What to do:
Would you print out all of the data exactly and keep the pictures out of it?

Source information:
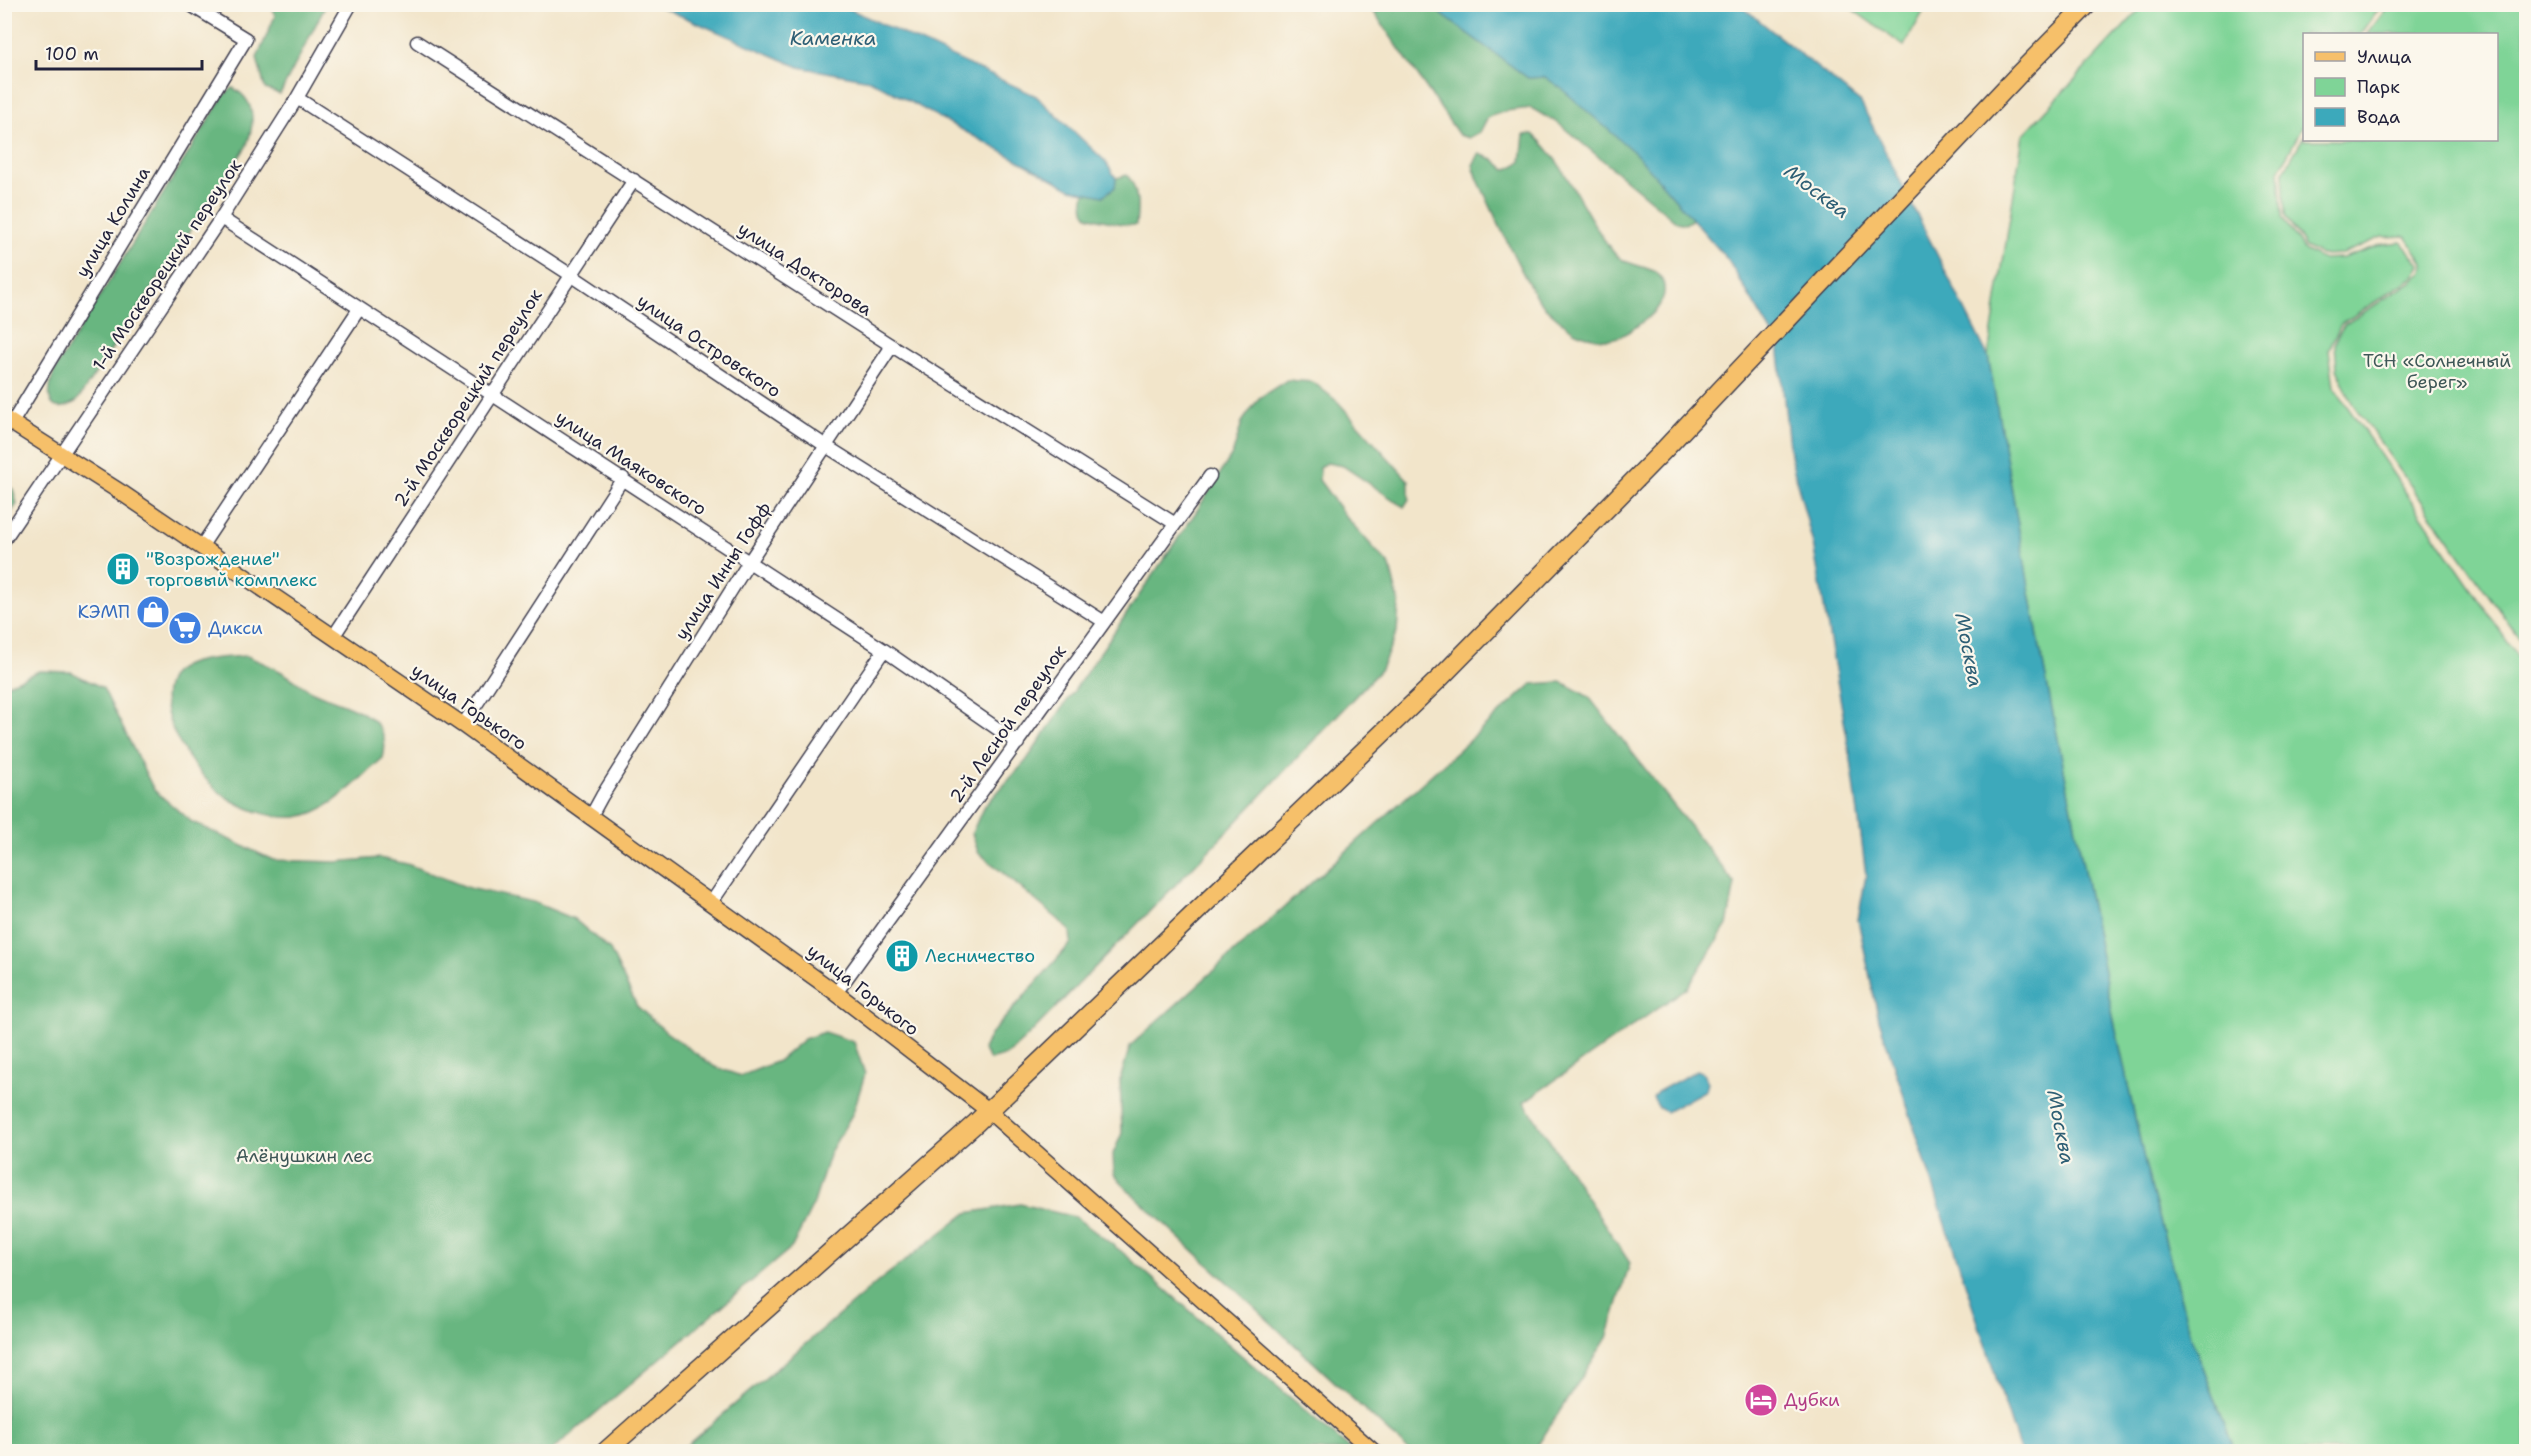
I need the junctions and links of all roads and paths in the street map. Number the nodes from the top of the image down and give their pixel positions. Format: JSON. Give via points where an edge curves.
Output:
{"nodes":[{"id":1,"x":189,"y":4,"type":"edge"},
{"id":2,"x":351,"y":4,"type":"edge"},
{"id":3,"x":2088,"y":4,"type":"edge"},
{"id":4,"x":417,"y":42,"type":"dead end"},
{"id":5,"x":297,"y":98,"type":"junction"},
{"id":6,"x":634,"y":180,"type":"junction"},
{"id":7,"x":221,"y":218,"type":"junction"},
{"id":8,"x":571,"y":275,"type":"junction"},
{"id":9,"x":359,"y":309,"type":"junction"},
{"id":10,"x":892,"y":346,"type":"junction"},
{"id":11,"x":491,"y":395,"type":"junction"},
{"id":12,"x":8,"y":421,"type":"edge"},
{"id":13,"x":826,"y":446,"type":"junction"},
{"id":14,"x":62,"y":453,"type":"junction"},
{"id":15,"x":1210,"y":476,"type":"dead end"},
{"id":16,"x":623,"y":478,"type":"junction"},
{"id":17,"x":1174,"y":523,"type":"junction"},
{"id":18,"x":4,"y":540,"type":"edge"},
{"id":19,"x":201,"y":546,"type":"junction"},
{"id":20,"x":749,"y":562,"type":"junction"},
{"id":21,"x":1103,"y":621,"type":"junction"},
{"id":22,"x":333,"y":638,"type":"junction"},
{"id":23,"x":884,"y":650,"type":"junction"},
{"id":24,"x":463,"y":726,"type":"junction"},
{"id":25,"x":1018,"y":743,"type":"junction"},
{"id":26,"x":590,"y":818,"type":"junction"},
{"id":27,"x":711,"y":903,"type":"junction"},
{"id":28,"x":836,"y":993,"type":"junction"},
{"id":29,"x":989,"y":1111,"type":"junction"},
{"id":30,"x":605,"y":1452,"type":"edge"},
{"id":31,"x":1374,"y":1452,"type":"edge"}],
"edges":[{"from":1,"to":12,"type":"street","name":"улица Колина","via":[[246,39]]},
{"from":2,"to":5,"type":"street","name":"1-й Москворецкий переулок"},
{"from":3,"to":29,"type":"highway","via":[[1664,451],[1441,677]]},
{"from":4,"to":6,"type":"street","name":"улица Докторова"},
{"from":5,"to":7,"type":"street","name":"1-й Москворецкий переулок"},
{"from":5,"to":8,"type":"street","name":"улица Островского"},
{"from":6,"to":8,"type":"street","name":"2-й Москворецкий переулок"},
{"from":6,"to":10,"type":"street","name":"улица Докторова"},
{"from":7,"to":9,"type":"street","name":"улица Маяковского"},
{"from":7,"to":14,"type":"street","name":"1-й Москворецкий переулок"},
{"from":8,"to":11,"type":"street","name":"2-й Москворецкий переулок"},
{"from":8,"to":13,"type":"street","name":"улица Островского"},
{"from":9,"to":11,"type":"street","name":"улица Маяковского"},
{"from":9,"to":19,"type":"street"},
{"from":10,"to":13,"type":"street","name":"улица Инны Гофф"},
{"from":10,"to":17,"type":"street","name":"улица Докторова"},
{"from":11,"to":16,"type":"street","name":"улица Маяковского"},
{"from":11,"to":22,"type":"street","name":"2-й Москворецкий переулок"},
{"from":12,"to":14,"type":"main road","name":"улица Горького"},
{"from":13,"to":20,"type":"street","name":"улица Инны Гофф"},
{"from":13,"to":21,"type":"street","name":"улица Островского"},
{"from":14,"to":18,"type":"street","name":"1-й Москворецкий переулок"},
{"from":14,"to":19,"type":"main road","name":"улица Горького"},
{"from":15,"to":17,"type":"street","name":"2-й Лесной переулок"},
{"from":16,"to":20,"type":"street","name":"улица Маяковского"},
{"from":16,"to":24,"type":"street"},
{"from":17,"to":21,"type":"street","name":"2-й Лесной переулок"},
{"from":19,"to":22,"type":"main road","name":"улица Горького"},
{"from":20,"to":23,"type":"street","name":"улица Маяковского"},
{"from":20,"to":26,"type":"street","name":"улица Инны Гофф"},
{"from":21,"to":25,"type":"street","name":"2-й Лесной переулок"},
{"from":22,"to":24,"type":"main road","name":"улица Горького"},
{"from":23,"to":25,"type":"street","name":"улица Маяковского"},
{"from":23,"to":27,"type":"street"},
{"from":24,"to":26,"type":"main road","name":"улица Горького"},
{"from":25,"to":28,"type":"street","name":"2-й Лесной переулок"},
{"from":26,"to":27,"type":"main road","name":"улица Горького"},
{"from":27,"to":28,"type":"main road","name":"улица Горького"},
{"from":28,"to":29,"type":"main road","name":"улица Горького"},
{"from":29,"to":30,"type":"highway"},
{"from":29,"to":31,"type":"main road","name":"улица Горького"}]}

Your response:
I need the junctions and links of all roads and paths in the street map. Number the nodes from the top of the image down and give their pixel positions. Format: JSON. Give via points where an edge curves.
Output:
{"nodes":[{"id":1,"x":189,"y":4,"type":"edge"},
{"id":2,"x":351,"y":4,"type":"edge"},
{"id":3,"x":2088,"y":4,"type":"edge"},
{"id":4,"x":417,"y":42,"type":"dead end"},
{"id":5,"x":297,"y":98,"type":"junction"},
{"id":6,"x":634,"y":180,"type":"junction"},
{"id":7,"x":221,"y":218,"type":"junction"},
{"id":8,"x":571,"y":275,"type":"junction"},
{"id":9,"x":359,"y":309,"type":"junction"},
{"id":10,"x":892,"y":346,"type":"junction"},
{"id":11,"x":491,"y":395,"type":"junction"},
{"id":12,"x":8,"y":421,"type":"edge"},
{"id":13,"x":826,"y":446,"type":"junction"},
{"id":14,"x":62,"y":453,"type":"junction"},
{"id":15,"x":1210,"y":476,"type":"dead end"},
{"id":16,"x":623,"y":478,"type":"junction"},
{"id":17,"x":1174,"y":523,"type":"junction"},
{"id":18,"x":4,"y":540,"type":"edge"},
{"id":19,"x":201,"y":546,"type":"junction"},
{"id":20,"x":749,"y":562,"type":"junction"},
{"id":21,"x":1103,"y":621,"type":"junction"},
{"id":22,"x":333,"y":638,"type":"junction"},
{"id":23,"x":884,"y":650,"type":"junction"},
{"id":24,"x":463,"y":726,"type":"junction"},
{"id":25,"x":1018,"y":743,"type":"junction"},
{"id":26,"x":590,"y":818,"type":"junction"},
{"id":27,"x":711,"y":903,"type":"junction"},
{"id":28,"x":836,"y":993,"type":"junction"},
{"id":29,"x":989,"y":1111,"type":"junction"},
{"id":30,"x":605,"y":1452,"type":"edge"},
{"id":31,"x":1374,"y":1452,"type":"edge"}],
"edges":[{"from":1,"to":12,"type":"street","name":"улица Колина","via":[[246,39]]},
{"from":2,"to":5,"type":"street","name":"1-й Москворецкий переулок"},
{"from":3,"to":29,"type":"highway","via":[[1664,451],[1441,677]]},
{"from":4,"to":6,"type":"street","name":"улица Докторова"},
{"from":5,"to":7,"type":"street","name":"1-й Москворецкий переулок"},
{"from":5,"to":8,"type":"street","name":"улица Островского"},
{"from":6,"to":8,"type":"street","name":"2-й Москворецкий переулок"},
{"from":6,"to":10,"type":"street","name":"улица Докторова"},
{"from":7,"to":9,"type":"street","name":"улица Маяковского"},
{"from":7,"to":14,"type":"street","name":"1-й Москворецкий переулок"},
{"from":8,"to":11,"type":"street","name":"2-й Москворецкий переулок"},
{"from":8,"to":13,"type":"street","name":"улица Островского"},
{"from":9,"to":11,"type":"street","name":"улица Маяковского"},
{"from":9,"to":19,"type":"street"},
{"from":10,"to":13,"type":"street","name":"улица Инны Гофф"},
{"from":10,"to":17,"type":"street","name":"улица Докторова"},
{"from":11,"to":16,"type":"street","name":"улица Маяковского"},
{"from":11,"to":22,"type":"street","name":"2-й Москворецкий переулок"},
{"from":12,"to":14,"type":"main road","name":"улица Горького"},
{"from":13,"to":20,"type":"street","name":"улица Инны Гофф"},
{"from":13,"to":21,"type":"street","name":"улица Островского"},
{"from":14,"to":18,"type":"street","name":"1-й Москворецкий переулок"},
{"from":14,"to":19,"type":"main road","name":"улица Горького"},
{"from":15,"to":17,"type":"street","name":"2-й Лесной переулок"},
{"from":16,"to":20,"type":"street","name":"улица Маяковского"},
{"from":16,"to":24,"type":"street"},
{"from":17,"to":21,"type":"street","name":"2-й Лесной переулок"},
{"from":19,"to":22,"type":"main road","name":"улица Горького"},
{"from":20,"to":23,"type":"street","name":"улица Маяковского"},
{"from":20,"to":26,"type":"street","name":"улица Инны Гофф"},
{"from":21,"to":25,"type":"street","name":"2-й Лесной переулок"},
{"from":22,"to":24,"type":"main road","name":"улица Горького"},
{"from":23,"to":25,"type":"street","name":"улица Маяковского"},
{"from":23,"to":27,"type":"street"},
{"from":24,"to":26,"type":"main road","name":"улица Горького"},
{"from":25,"to":28,"type":"street","name":"2-й Лесной переулок"},
{"from":26,"to":27,"type":"main road","name":"улица Горького"},
{"from":27,"to":28,"type":"main road","name":"улица Горького"},
{"from":28,"to":29,"type":"main road","name":"улица Горького"},
{"from":29,"to":30,"type":"highway"},
{"from":29,"to":31,"type":"main road","name":"улица Горького"}]}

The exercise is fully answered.